Collected data entries
+ + + + +

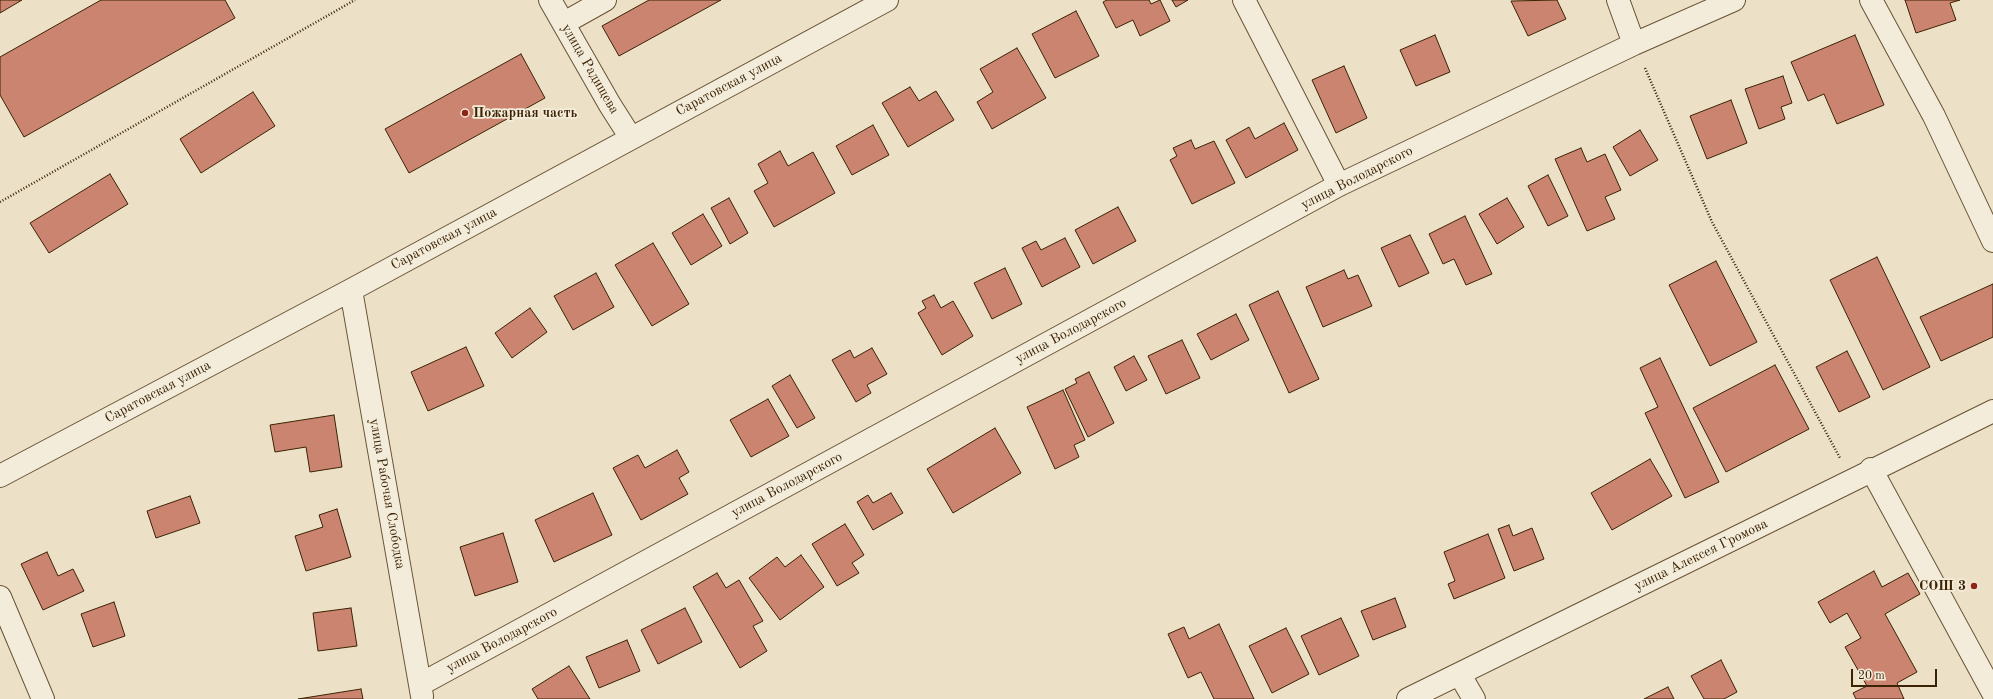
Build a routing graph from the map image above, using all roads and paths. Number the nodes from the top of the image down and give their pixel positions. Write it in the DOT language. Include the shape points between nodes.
graph roads {
  1 [pos="354,0"];
  2 [pos="550,0"];
  3 [pos="605,0"];
  4 [pos="887,0"];
  5 [pos="1244,0"];
  6 [pos="1618,0"];
  7 [pos="1734,0"];
  8 [pos="1871,0"];
  9 [pos="564,23"];
  10 [pos="1634,44"];
  11 [pos="631,138"];
  12 [pos="1339,186"];
  13 [pos="0,202"];
  14 [pos="1993,241"];
  15 [pos="351,290"];
  16 [pos="1993,411"];
  17 [pos="1872,469"];
  18 [pos="0,476"];
  19 [pos="1851,480"];
  20 [pos="0,597"];
  21 [pos="1460,675"];
  22 [pos="421,691"];
  23 [pos="1993,693"];
  24 [pos="43,699"];
  25 [pos="1408,699"];
  26 [pos="1474,699"];
  1 -- 13 [label="path"];
  2 -- 9 [label="street, улица Радищева"];
  3 -- 9 [label="street"];
  4 -- 11 [label="street, Саратовская улица"];
  5 -- 12 [label="street"];
  6 -- 10 [label="street"];
  7 -- 10 [label="street, улица Володарского"];
  8 -- 14 [label="street" via="1934,116"];
  9 -- 11 [label="street, улица Радищева"];
  10 -- 12 [label="street, улица Володарского"];
  10 -- 19 [label="path" via="1712,222"];
  11 -- 15 [label="street, Саратовская улица"];
  12 -- 22 [label="street, улица Володарского"];
  15 -- 18 [label="street, Саратовская улица"];
  15 -- 22 [label="street, улица Рабочая Слободка"];
  16 -- 17 [label="street, улица Алексея Громова"];
  17 -- 19 [label="street, улица Алексея Громова"];
  17 -- 23 [label="street"];
  19 -- 21 [label="street, улица Алексея Громова"];
  20 -- 24 [label="street"];
  21 -- 25 [label="street, улица Алексея Громова"];
  21 -- 26 [label="street"];
}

+ + + + +

§ What you should do:
Return each line above exactly; any pictures are to be skipped.

§ Expected output:
Build a routing graph from the map image above, using all roads and paths. Number the nodes from the top of the image down and give their pixel positions. Write it in the DOT language. Include the shape points between nodes.
graph roads {
  1 [pos="354,0"];
  2 [pos="550,0"];
  3 [pos="605,0"];
  4 [pos="887,0"];
  5 [pos="1244,0"];
  6 [pos="1618,0"];
  7 [pos="1734,0"];
  8 [pos="1871,0"];
  9 [pos="564,23"];
  10 [pos="1634,44"];
  11 [pos="631,138"];
  12 [pos="1339,186"];
  13 [pos="0,202"];
  14 [pos="1993,241"];
  15 [pos="351,290"];
  16 [pos="1993,411"];
  17 [pos="1872,469"];
  18 [pos="0,476"];
  19 [pos="1851,480"];
  20 [pos="0,597"];
  21 [pos="1460,675"];
  22 [pos="421,691"];
  23 [pos="1993,693"];
  24 [pos="43,699"];
  25 [pos="1408,699"];
  26 [pos="1474,699"];
  1 -- 13 [label="path"];
  2 -- 9 [label="street, улица Радищева"];
  3 -- 9 [label="street"];
  4 -- 11 [label="street, Саратовская улица"];
  5 -- 12 [label="street"];
  6 -- 10 [label="street"];
  7 -- 10 [label="street, улица Володарского"];
  8 -- 14 [label="street" via="1934,116"];
  9 -- 11 [label="street, улица Радищева"];
  10 -- 12 [label="street, улица Володарского"];
  10 -- 19 [label="path" via="1712,222"];
  11 -- 15 [label="street, Саратовская улица"];
  12 -- 22 [label="street, улица Володарского"];
  15 -- 18 [label="street, Саратовская улица"];
  15 -- 22 [label="street, улица Рабочая Слободка"];
  16 -- 17 [label="street, улица Алексея Громова"];
  17 -- 19 [label="street, улица Алексея Громова"];
  17 -- 23 [label="street"];
  19 -- 21 [label="street, улица Алексея Громова"];
  20 -- 24 [label="street"];
  21 -- 25 [label="street, улица Алексея Громова"];
  21 -- 26 [label="street"];
}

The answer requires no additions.